My love for Federer is paralleled by my respect and admiration for Djokovic.
The Serb is one of a kind. Safe in his spot as one of the top four, he has so long, perhaps even till yesterday’s final, lived in the shadow of Federer and Nadal when the debate lumbered around greatness. Not anymore. It is unfair on our part to not shower respect on the man, whose physical skill and elasticity on the tennis court are unbelievably outperformed by his mental skills on the court.
An individual sport like tennis is as much won in the mind as it is through skill and physical strength. And sometimes I see Djokovic as having the skill of Federer and the will of Nadal.

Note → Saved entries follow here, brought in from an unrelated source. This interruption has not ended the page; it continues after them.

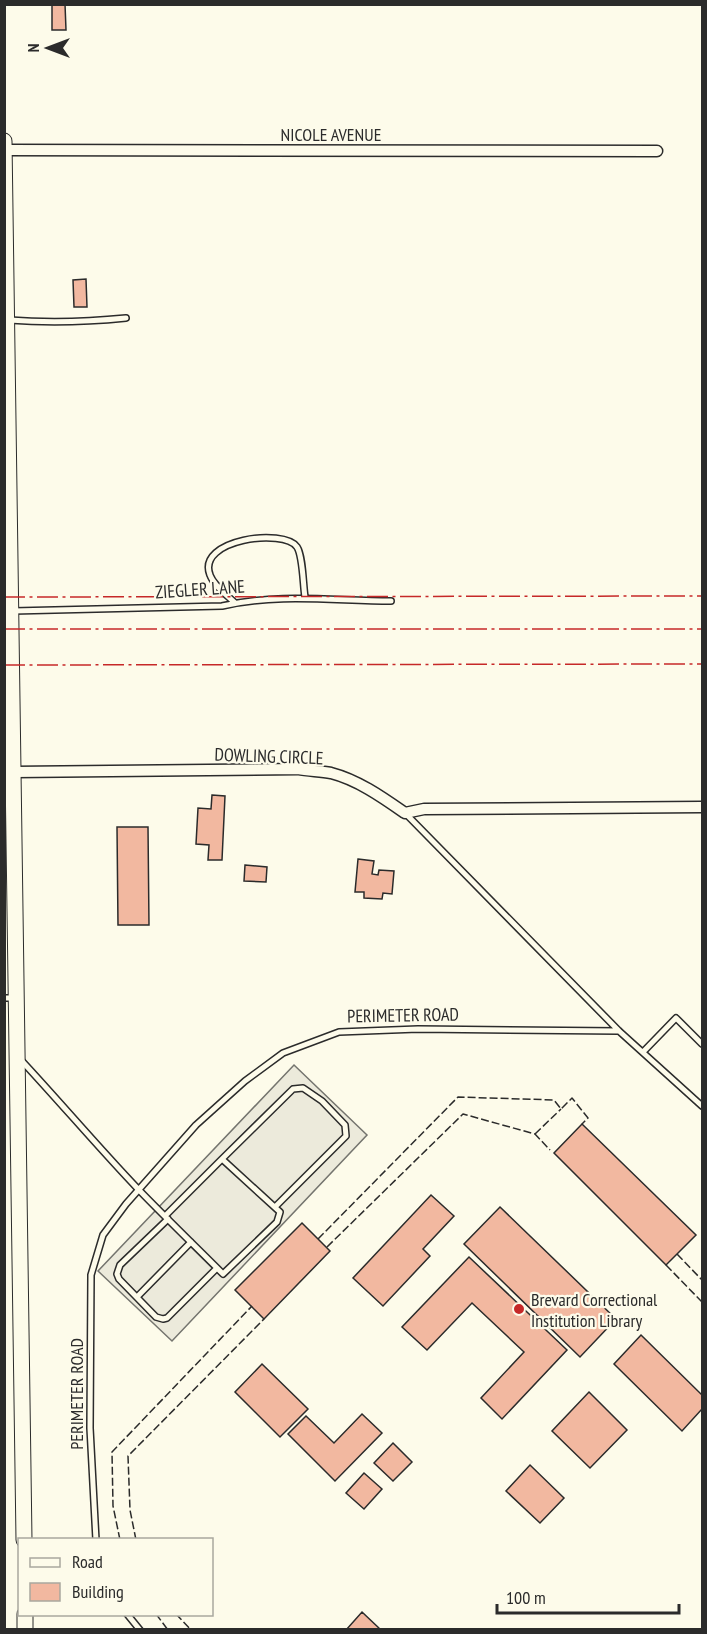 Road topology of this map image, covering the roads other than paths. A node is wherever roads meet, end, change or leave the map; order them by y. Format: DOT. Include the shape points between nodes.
graph roads {
  1 [pos="4,141"];
  2 [pos="5,150"];
  3 [pos="657,151"];
  4 [pos="126,318"];
  5 [pos="7,320"];
  6 [pos="7,437"];
  7 [pos="305,597"];
  8 [pos="9,600"];
  9 [pos="391,601"];
  10 [pos="235,603"];
  11 [pos="9,772"];
  12 [pos="702,807"];
  13 [pos="405,813"];
  14 [pos="11,998"];
  15 [pos="619,1031"];
  16 [pos="702,1044"];
  17 [pos="643,1052"];
  18 [pos="17,1056"];
  19 [pos="702,1106"];
  20 [pos="222,1159"];
  21 [pos="139,1190"];
  22 [pos="275,1207"];
  23 [pos="166,1217"];
  24 [pos="191,1242"];
  25 [pos="217,1268"];
  26 [pos="136,1297"];
  27 [pos="24,1538"];
  28 [pos="96,1538"];
  29 [pos="129,1616"];
  30 [pos="140,1629"];
  1 -- 2 [label="street"];
  2 -- 3 [label="street, NICOLE AVENUE"];
  2 -- 5 [label="street"];
  4 -- 5 [label="lane" via="82,322"];
  5 -- 6 [label="street"];
  6 -- 8 [label="street"];
  7 -- 9 [label="lane, ZIEGLER LANE"];
  7 -- 10 [label="lane, ZIEGLER LANE"];
  7 -- 10 [label="lane" via="298,548 292,541 270,538 238,541 212,555 208,565 210,577"];
  8 -- 10 [label="lane, ZIEGLER LANE" via="222,606"];
  8 -- 11 [label="street"];
  11 -- 13 [label="street, DOWLING CIRCLE" via="298,769 330,773 356,783"];
  11 -- 14 [label="street"];
  12 -- 13 [label="street" via="424,809"];
  13 -- 15 [label="lane"];
  14 -- 18 [label="street"];
  15 -- 17 [label="lane"];
  15 -- 21 [label="lane, PERIMETER ROAD" via="339,1032 283,1053 245,1081 196,1125"];
  16 -- 17 [label="lane" via="675,1018"];
  17 -- 19 [label="lane"];
  18 -- 21 [label="lane"];
  18 -- 27 [label="street"];
  20 -- 22 [label="lane"];
  20 -- 22 [label="lane" via="293,1089 303,1088 322,1101 345,1125 346,1136"];
  20 -- 23 [label="lane"];
  21 -- 23 [label="lane"];
  21 -- 28 [label="lane, PERIMETER ROAD" via="103,1234 91,1275 90,1428"];
  22 -- 25 [label="lane" via="280,1212 278,1222 223,1274"];
  23 -- 24 [label="lane"];
  23 -- 26 [label="lane" via="118,1270 119,1279"];
  24 -- 25 [label="lane"];
  24 -- 26 [label="lane"];
  25 -- 26 [label="lane" via="163,1319"];
  29 -- 30 [label="lane"];
}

As much as we have been blessed to have witnessed the two Big Dogs, we should also be grateful to have Djokovic take over the mantle with equal poise and grace. Tennis has never had three players playing in the same generation, competing for the mantle of the Greatest of All Time by the time they finish their careers. Such has been Djokovic’s dominance that this year he has completed something that was unthinkable: beating Nadal in Paris and Federer at Wimbledon.
Such is our love for Federer, or for that matter Nadal, that we sometimes forget that Djokovic is also worthy of immense respect. Wrote a leading daily yesterday “So shamelessly partisan were this Centre Court crowd in their Swiss allegiance, turning SW19 into the equivalent of Basel-on-Thames, that they greeted his third Wimbledon title with almost a soft sigh of ambivalence. Not often in this citadel has a champion had to tolerate cheers for his errors, or groans for his winners”.
Novak Djokovic deserves better than this. Tennis is in safe hands, and both Federer and Nadal are aware of this fact. It’s time that the rest of the world becomes aware of that too.